─── Source data ───

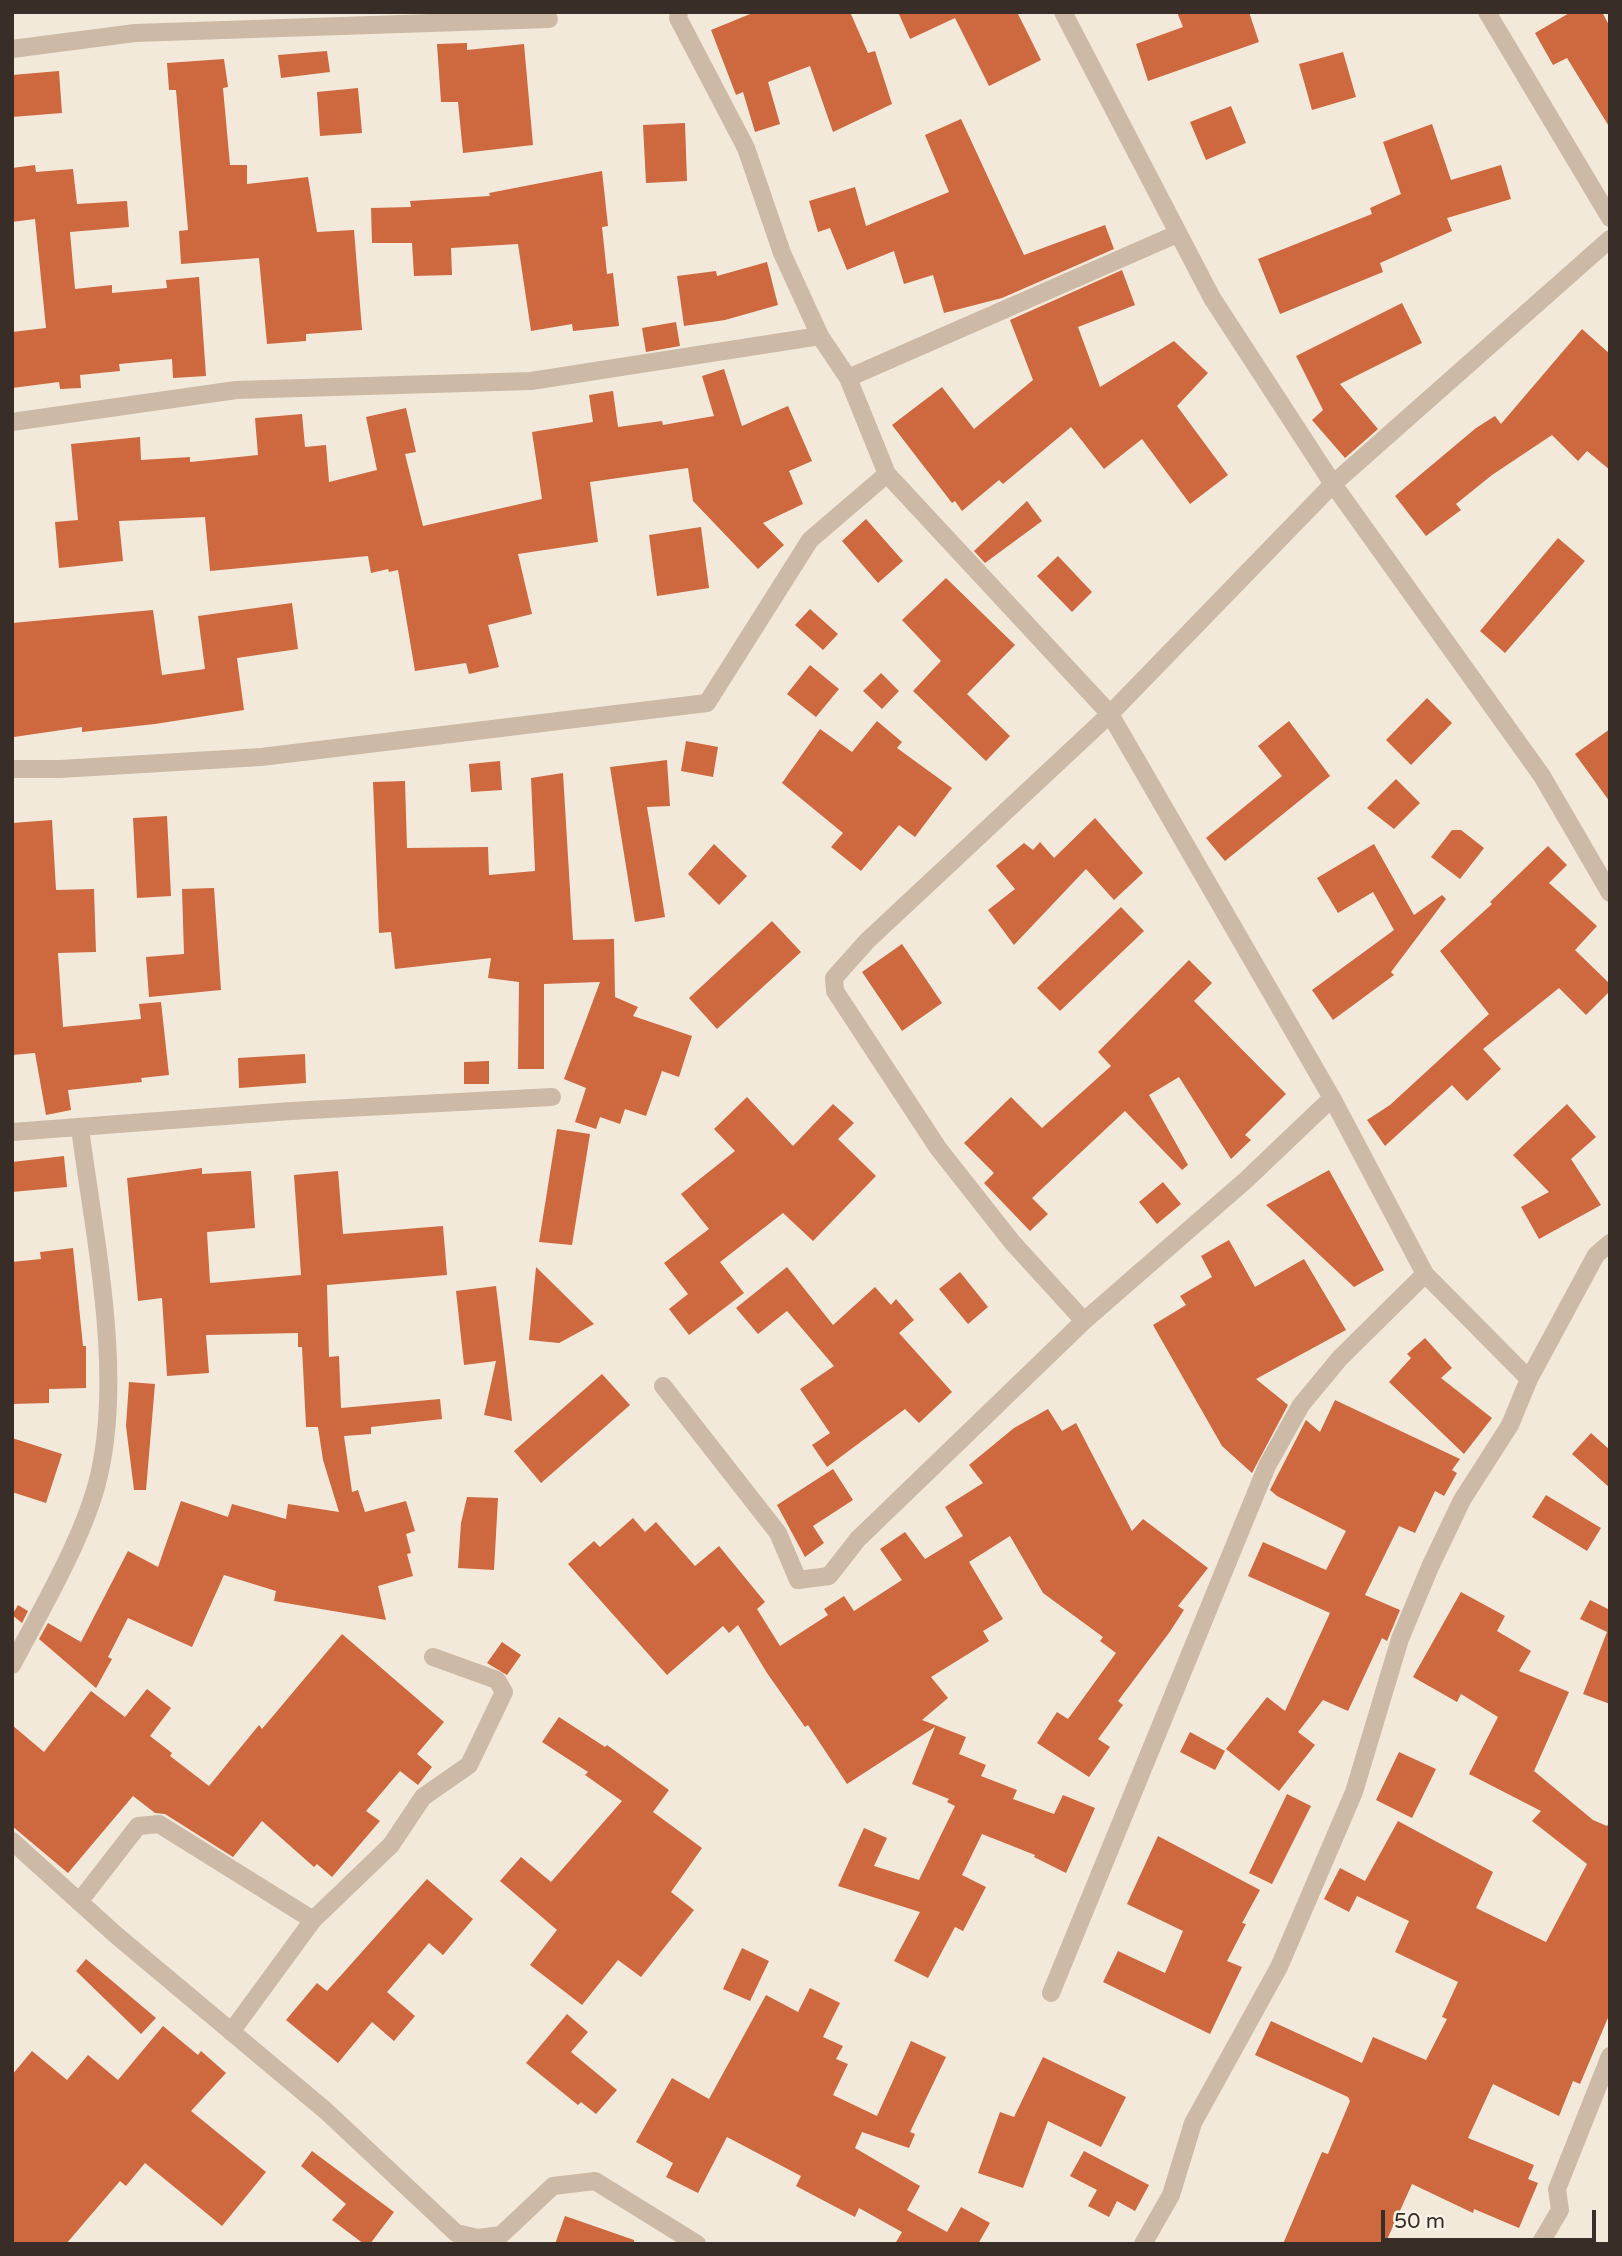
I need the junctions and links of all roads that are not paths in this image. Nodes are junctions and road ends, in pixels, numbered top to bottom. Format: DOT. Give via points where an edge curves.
graph roads {
  1 [pos="679,12"];
  2 [pos="1063,12"];
  3 [pos="1487,12"];
  4 [pos="549,19"];
  5 [pos="12,49"];
  6 [pos="1610,218"];
  7 [pos="1177,233"];
  8 [pos="1610,239"];
  9 [pos="820,336"];
  10 [pos="848,378"];
  11 [pos="12,422"];
  12 [pos="887,474"];
  13 [pos="1333,484"];
  14 [pos="1110,714"];
  15 [pos="12,769"];
  16 [pos="1610,893"];
  17 [pos="552,1097"];
  18 [pos="1332,1098"];
  19 [pos="80,1128"];
  20 [pos="12,1132"];
  21 [pos="1610,1242"];
  22 [pos="1424,1274"];
  23 [pos="1084,1321"];
  24 [pos="1529,1379"];
  25 [pos="663,1386"];
  26 [pos="433,1657"];
  27 [pos="12,1665"];
  28 [pos="12,1841"];
  29 [pos="79,1902"];
  30 [pos="313,1920"];
  31 [pos="1051,1993"];
  32 [pos="232,2032"];
  33 [pos="1610,2056"];
  34 [pos="697,2244"];
  35 [pos="1143,2244"];
  36 [pos="1540,2244"];
  1 -- 9 [label="street" via="678,18 746,148 782,253"];
  2 -- 7 [label="street"];
  3 -- 6 [label="street"];
  4 -- 5 [label="street" via="135,33"];
  7 -- 10 [label="street"];
  7 -- 13 [label="street" via="1212,298"];
  8 -- 13 [label="street"];
  9 -- 10 [label="street"];
  9 -- 11 [label="street" via="531,381 236,390"];
  10 -- 12 [label="street"];
  12 -- 14 [label="street"];
  12 -- 15 [label="street" via="810,540 707,704 261,757"];
  13 -- 14 [label="street"];
  13 -- 16 [label="street" via="1542,776"];
  14 -- 18 [label="street"];
  14 -- 23 [label="street" via="867,940 834,978 835,991 938,1148 1012,1242"];
  17 -- 19 [label="street"];
  18 -- 22 [label="street"];
  18 -- 23 [label="street"];
  19 -- 20 [label="street"];
  19 -- 27 [label="street" via="106,1332 107,1437 96,1488 79,1530"];
  21 -- 24 [label="street" via="1596,1255"];
  22 -- 24 [label="street"];
  22 -- 31 [label="street" via="1340,1358 1301,1405 1267,1466"];
  23 -- 25 [label="street" via="858,1539 829,1576 798,1580 778,1533"];
  24 -- 35 [label="street" via="1510,1424 1462,1500 1430,1567 1400,1639 1354,1792 1279,1967 1193,2123 1171,2195"];
  26 -- 30 [label="street" via="497,1680 504,1692 469,1765 422,1797 391,1845"];
  28 -- 29 [label="street"];
  29 -- 30 [label="street" via="138,1826 159,1824"];
  29 -- 32 [label="street"];
  30 -- 32 [label="street"];
  32 -- 34 [label="street" via="326,2111 456,2233 478,2238 501,2235 553,2186 595,2181"];
  33 -- 36 [label="street" via="1557,2189 1560,2210"];
}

───

> [Description of the task]
Provide the count of lines above that contain "roads", without any other words.

> [Response to this task]
2